Problem to solve: Pictures stay out; print the rest of the listing below exactly as it stands.

Material shown:
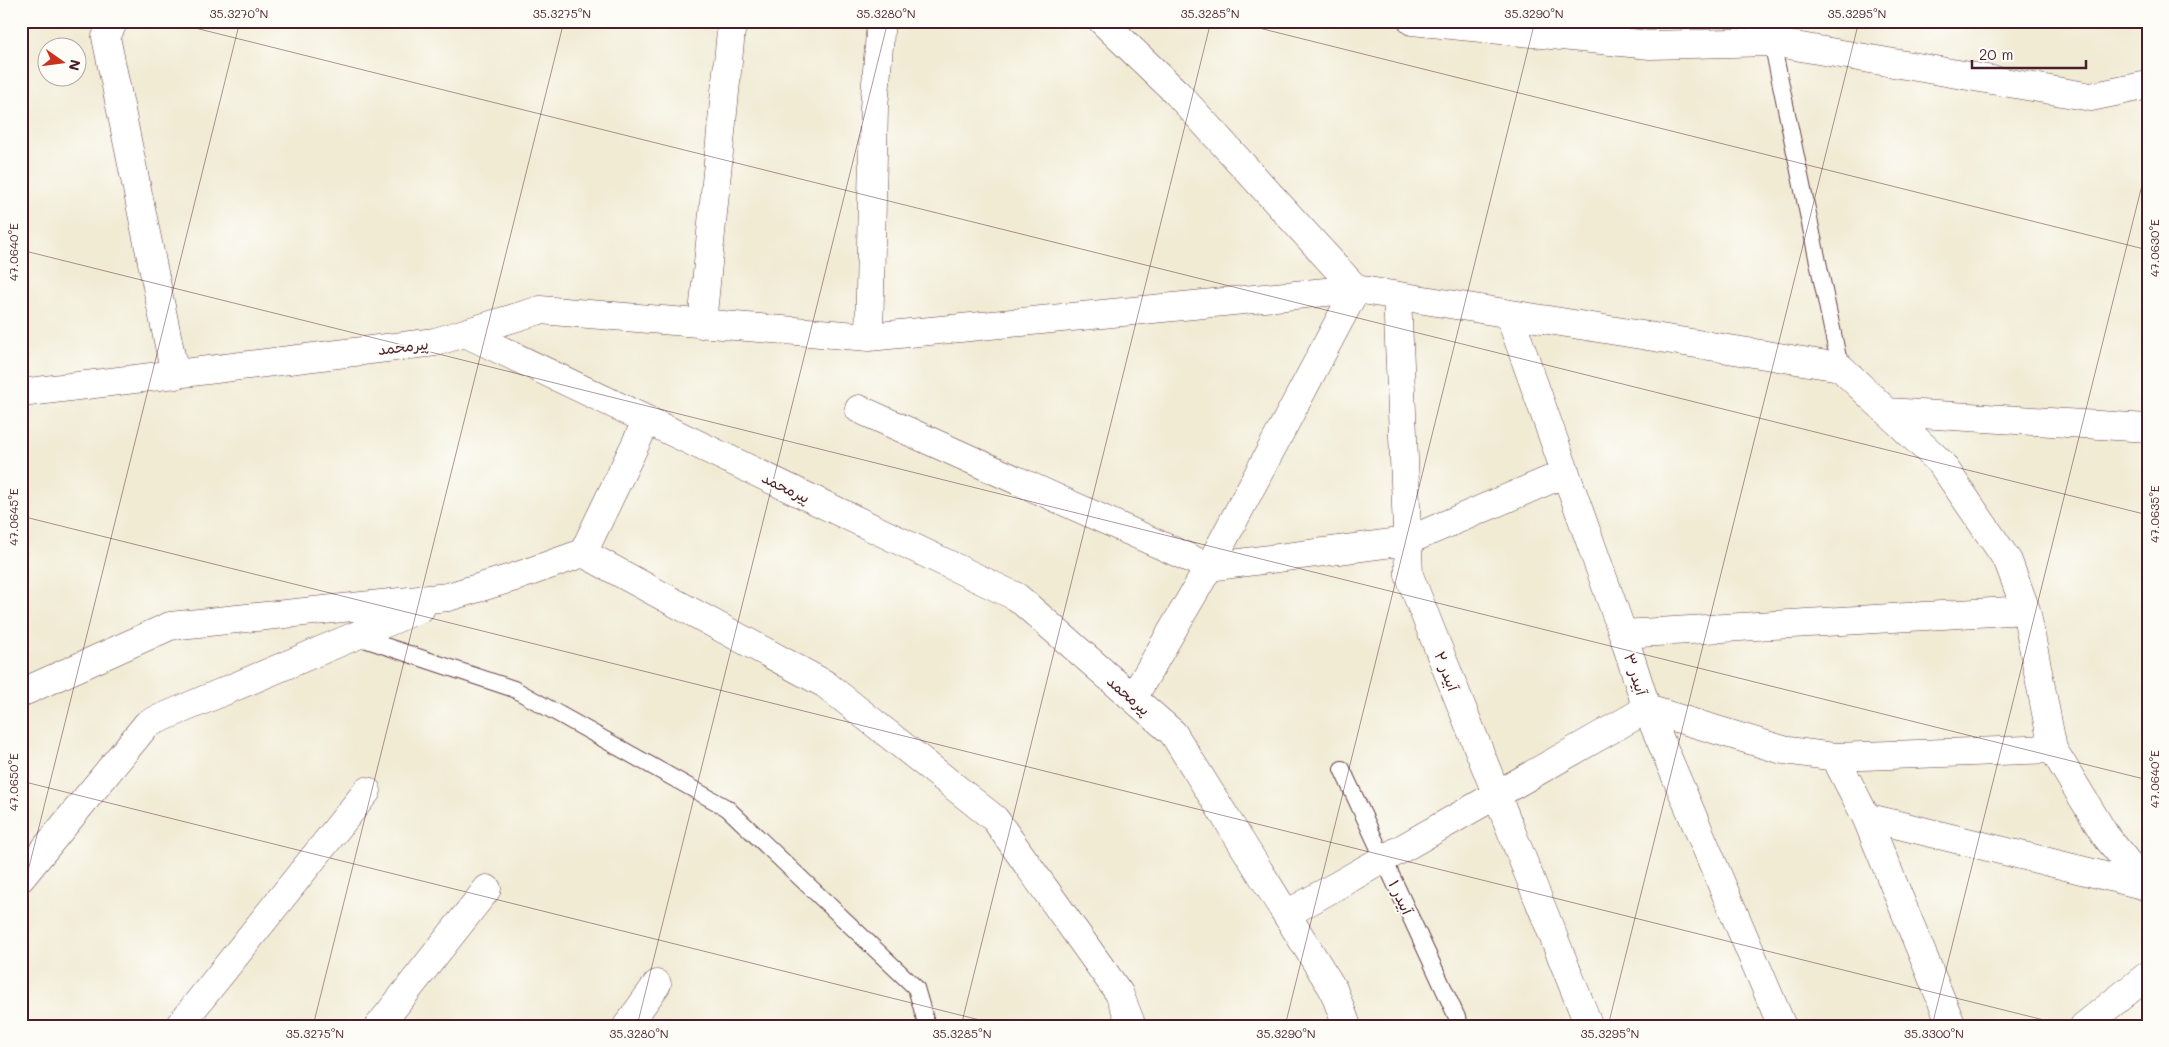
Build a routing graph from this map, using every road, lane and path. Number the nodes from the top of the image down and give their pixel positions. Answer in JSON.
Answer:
{"nodes":[{"id":1,"x":114,"y":21,"type":"edge"},
{"id":2,"x":732,"y":21,"type":"edge"},
{"id":3,"x":881,"y":21,"type":"edge"},
{"id":4,"x":1102,"y":21,"type":"edge"},
{"id":5,"x":1412,"y":21,"type":"edge"},
{"id":6,"x":1751,"y":21,"type":"edge"},
{"id":7,"x":1772,"y":42,"type":"junction"},
{"id":8,"x":2148,"y":85,"type":"edge"},
{"id":9,"x":1356,"y":290,"type":"junction"},
{"id":10,"x":1397,"y":296,"type":"junction"},
{"id":11,"x":1509,"y":314,"type":"junction"},
{"id":12,"x":702,"y":324,"type":"junction"},
{"id":13,"x":466,"y":333,"type":"junction"},
{"id":14,"x":869,"y":337,"type":"junction"},
{"id":15,"x":1840,"y":367,"type":"junction"},
{"id":16,"x":175,"y":375,"type":"junction"},
{"id":17,"x":21,"y":394,"type":"edge"},
{"id":18,"x":859,"y":409,"type":"dead end"},
{"id":19,"x":1887,"y":412,"type":"junction"},
{"id":20,"x":647,"y":420,"type":"junction"},
{"id":21,"x":2148,"y":428,"type":"edge"},
{"id":22,"x":1566,"y":473,"type":"junction"},
{"id":23,"x":1407,"y":541,"type":"junction"},
{"id":24,"x":583,"y":553,"type":"junction"},
{"id":25,"x":1208,"y":568,"type":"junction"},
{"id":26,"x":448,"y":597,"type":"junction"},
{"id":27,"x":2026,"y":610,"type":"junction"},
{"id":28,"x":1623,"y":634,"type":"junction"},
{"id":29,"x":355,"y":636,"type":"junction"},
{"id":30,"x":21,"y":693,"type":"edge"},
{"id":31,"x":1133,"y":698,"type":"junction"},
{"id":32,"x":1647,"y":709,"type":"junction"},
{"id":33,"x":2054,"y":750,"type":"junction"},
{"id":34,"x":1835,"y":757,"type":"junction"},
{"id":35,"x":1342,"y":769,"type":"dead end"},
{"id":36,"x":367,"y":791,"type":"dead end"},
{"id":37,"x":1496,"y":796,"type":"junction"},
{"id":38,"x":1866,"y":817,"type":"junction"},
{"id":39,"x":1383,"y":859,"type":"junction"},
{"id":40,"x":21,"y":878,"type":"edge"},
{"id":41,"x":2147,"y":887,"type":"edge"},
{"id":42,"x":488,"y":889,"type":"dead end"},
{"id":43,"x":1286,"y":914,"type":"junction"},
{"id":44,"x":2148,"y":975,"type":"edge"},
{"id":45,"x":657,"y":984,"type":"dead end"},
{"id":46,"x":179,"y":1026,"type":"edge"},
{"id":47,"x":379,"y":1026,"type":"edge"},
{"id":48,"x":627,"y":1026,"type":"edge"},
{"id":49,"x":927,"y":1026,"type":"edge"},
{"id":50,"x":1132,"y":1026,"type":"edge"},
{"id":51,"x":1347,"y":1026,"type":"edge"},
{"id":52,"x":1462,"y":1026,"type":"edge"},
{"id":53,"x":1589,"y":1026,"type":"edge"},
{"id":54,"x":1782,"y":1026,"type":"edge"},
{"id":55,"x":1952,"y":1026,"type":"edge"},
{"id":56,"x":2084,"y":1026,"type":"edge"}],
"edges":[{"from":1,"to":16,"type":"street"},
{"from":2,"to":12,"type":"street"},
{"from":3,"to":14,"type":"street"},
{"from":4,"to":9,"type":"street"},
{"from":5,"to":7,"type":"street"},
{"from":6,"to":7,"type":"lane"},
{"from":7,"to":8,"type":"street"},
{"from":7,"to":15,"type":"lane"},
{"from":9,"to":10,"type":"street"},
{"from":9,"to":14,"type":"street"},
{"from":9,"to":25,"type":"street"},
{"from":10,"to":11,"type":"street"},
{"from":10,"to":23,"type":"street","name":"آبیدر ۲"},
{"from":11,"to":15,"type":"street"},
{"from":11,"to":22,"type":"street","name":"آبیدر ۳"},
{"from":12,"to":13,"type":"street"},
{"from":12,"to":14,"type":"street"},
{"from":13,"to":16,"type":"street","name":"پیرمحمد"},
{"from":13,"to":20,"type":"street","name":"پیرمحمد"},
{"from":15,"to":19,"type":"street"},
{"from":16,"to":17,"type":"street","name":"پیرمحمد"},
{"from":18,"to":25,"type":"street"},
{"from":19,"to":21,"type":"street"},
{"from":19,"to":27,"type":"street"},
{"from":20,"to":24,"type":"street"},
{"from":20,"to":31,"type":"street","name":"پیرمحمد"},
{"from":22,"to":23,"type":"street"},
{"from":22,"to":28,"type":"street","name":"آبیدر ۳"},
{"from":23,"to":25,"type":"street"},
{"from":23,"to":37,"type":"street","name":"آبیدر ۲"},
{"from":24,"to":26,"type":"street"},
{"from":24,"to":50,"type":"street"},
{"from":25,"to":31,"type":"street"},
{"from":26,"to":29,"type":"street"},
{"from":26,"to":30,"type":"street"},
{"from":27,"to":28,"type":"street"},
{"from":27,"to":33,"type":"street"},
{"from":28,"to":32,"type":"street","name":"آبیدر ۳"},
{"from":29,"to":40,"type":"street"},
{"from":29,"to":49,"type":"lane"},
{"from":31,"to":43,"type":"street","name":"پیرمحمد"},
{"from":32,"to":34,"type":"street"},
{"from":32,"to":37,"type":"street"},
{"from":32,"to":54,"type":"street","name":"آبیدر ۳"},
{"from":33,"to":34,"type":"street"},
{"from":33,"to":41,"type":"street"},
{"from":34,"to":38,"type":"street"},
{"from":35,"to":39,"type":"lane","name":"آبیدر ۱"},
{"from":36,"to":46,"type":"street"},
{"from":37,"to":39,"type":"street"},
{"from":37,"to":53,"type":"street","name":"آبیدر ۲"},
{"from":38,"to":41,"type":"street"},
{"from":38,"to":55,"type":"street"},
{"from":39,"to":43,"type":"street"},
{"from":39,"to":52,"type":"lane","name":"آبیدر ۱"},
{"from":42,"to":47,"type":"street"},
{"from":43,"to":51,"type":"street","name":"پیرمحمد"},
{"from":44,"to":56,"type":"street"},
{"from":45,"to":48,"type":"street"}]}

Task answer:
Build a routing graph from this map, using every road, lane and path. Number the nodes from the top of the image down and give their pixel positions. Answer in JSON.
Answer:
{"nodes":[{"id":1,"x":114,"y":21,"type":"edge"},
{"id":2,"x":732,"y":21,"type":"edge"},
{"id":3,"x":881,"y":21,"type":"edge"},
{"id":4,"x":1102,"y":21,"type":"edge"},
{"id":5,"x":1412,"y":21,"type":"edge"},
{"id":6,"x":1751,"y":21,"type":"edge"},
{"id":7,"x":1772,"y":42,"type":"junction"},
{"id":8,"x":2148,"y":85,"type":"edge"},
{"id":9,"x":1356,"y":290,"type":"junction"},
{"id":10,"x":1397,"y":296,"type":"junction"},
{"id":11,"x":1509,"y":314,"type":"junction"},
{"id":12,"x":702,"y":324,"type":"junction"},
{"id":13,"x":466,"y":333,"type":"junction"},
{"id":14,"x":869,"y":337,"type":"junction"},
{"id":15,"x":1840,"y":367,"type":"junction"},
{"id":16,"x":175,"y":375,"type":"junction"},
{"id":17,"x":21,"y":394,"type":"edge"},
{"id":18,"x":859,"y":409,"type":"dead end"},
{"id":19,"x":1887,"y":412,"type":"junction"},
{"id":20,"x":647,"y":420,"type":"junction"},
{"id":21,"x":2148,"y":428,"type":"edge"},
{"id":22,"x":1566,"y":473,"type":"junction"},
{"id":23,"x":1407,"y":541,"type":"junction"},
{"id":24,"x":583,"y":553,"type":"junction"},
{"id":25,"x":1208,"y":568,"type":"junction"},
{"id":26,"x":448,"y":597,"type":"junction"},
{"id":27,"x":2026,"y":610,"type":"junction"},
{"id":28,"x":1623,"y":634,"type":"junction"},
{"id":29,"x":355,"y":636,"type":"junction"},
{"id":30,"x":21,"y":693,"type":"edge"},
{"id":31,"x":1133,"y":698,"type":"junction"},
{"id":32,"x":1647,"y":709,"type":"junction"},
{"id":33,"x":2054,"y":750,"type":"junction"},
{"id":34,"x":1835,"y":757,"type":"junction"},
{"id":35,"x":1342,"y":769,"type":"dead end"},
{"id":36,"x":367,"y":791,"type":"dead end"},
{"id":37,"x":1496,"y":796,"type":"junction"},
{"id":38,"x":1866,"y":817,"type":"junction"},
{"id":39,"x":1383,"y":859,"type":"junction"},
{"id":40,"x":21,"y":878,"type":"edge"},
{"id":41,"x":2147,"y":887,"type":"edge"},
{"id":42,"x":488,"y":889,"type":"dead end"},
{"id":43,"x":1286,"y":914,"type":"junction"},
{"id":44,"x":2148,"y":975,"type":"edge"},
{"id":45,"x":657,"y":984,"type":"dead end"},
{"id":46,"x":179,"y":1026,"type":"edge"},
{"id":47,"x":379,"y":1026,"type":"edge"},
{"id":48,"x":627,"y":1026,"type":"edge"},
{"id":49,"x":927,"y":1026,"type":"edge"},
{"id":50,"x":1132,"y":1026,"type":"edge"},
{"id":51,"x":1347,"y":1026,"type":"edge"},
{"id":52,"x":1462,"y":1026,"type":"edge"},
{"id":53,"x":1589,"y":1026,"type":"edge"},
{"id":54,"x":1782,"y":1026,"type":"edge"},
{"id":55,"x":1952,"y":1026,"type":"edge"},
{"id":56,"x":2084,"y":1026,"type":"edge"}],
"edges":[{"from":1,"to":16,"type":"street"},
{"from":2,"to":12,"type":"street"},
{"from":3,"to":14,"type":"street"},
{"from":4,"to":9,"type":"street"},
{"from":5,"to":7,"type":"street"},
{"from":6,"to":7,"type":"lane"},
{"from":7,"to":8,"type":"street"},
{"from":7,"to":15,"type":"lane"},
{"from":9,"to":10,"type":"street"},
{"from":9,"to":14,"type":"street"},
{"from":9,"to":25,"type":"street"},
{"from":10,"to":11,"type":"street"},
{"from":10,"to":23,"type":"street","name":"آبیدر ۲"},
{"from":11,"to":15,"type":"street"},
{"from":11,"to":22,"type":"street","name":"آبیدر ۳"},
{"from":12,"to":13,"type":"street"},
{"from":12,"to":14,"type":"street"},
{"from":13,"to":16,"type":"street","name":"پیرمحمد"},
{"from":13,"to":20,"type":"street","name":"پیرمحمد"},
{"from":15,"to":19,"type":"street"},
{"from":16,"to":17,"type":"street","name":"پیرمحمد"},
{"from":18,"to":25,"type":"street"},
{"from":19,"to":21,"type":"street"},
{"from":19,"to":27,"type":"street"},
{"from":20,"to":24,"type":"street"},
{"from":20,"to":31,"type":"street","name":"پیرمحمد"},
{"from":22,"to":23,"type":"street"},
{"from":22,"to":28,"type":"street","name":"آبیدر ۳"},
{"from":23,"to":25,"type":"street"},
{"from":23,"to":37,"type":"street","name":"آبیدر ۲"},
{"from":24,"to":26,"type":"street"},
{"from":24,"to":50,"type":"street"},
{"from":25,"to":31,"type":"street"},
{"from":26,"to":29,"type":"street"},
{"from":26,"to":30,"type":"street"},
{"from":27,"to":28,"type":"street"},
{"from":27,"to":33,"type":"street"},
{"from":28,"to":32,"type":"street","name":"آبیدر ۳"},
{"from":29,"to":40,"type":"street"},
{"from":29,"to":49,"type":"lane"},
{"from":31,"to":43,"type":"street","name":"پیرمحمد"},
{"from":32,"to":34,"type":"street"},
{"from":32,"to":37,"type":"street"},
{"from":32,"to":54,"type":"street","name":"آبیدر ۳"},
{"from":33,"to":34,"type":"street"},
{"from":33,"to":41,"type":"street"},
{"from":34,"to":38,"type":"street"},
{"from":35,"to":39,"type":"lane","name":"آبیدر ۱"},
{"from":36,"to":46,"type":"street"},
{"from":37,"to":39,"type":"street"},
{"from":37,"to":53,"type":"street","name":"آبیدر ۲"},
{"from":38,"to":41,"type":"street"},
{"from":38,"to":55,"type":"street"},
{"from":39,"to":43,"type":"street"},
{"from":39,"to":52,"type":"lane","name":"آبیدر ۱"},
{"from":42,"to":47,"type":"street"},
{"from":43,"to":51,"type":"street","name":"پیرمحمد"},
{"from":44,"to":56,"type":"street"},
{"from":45,"to":48,"type":"street"}]}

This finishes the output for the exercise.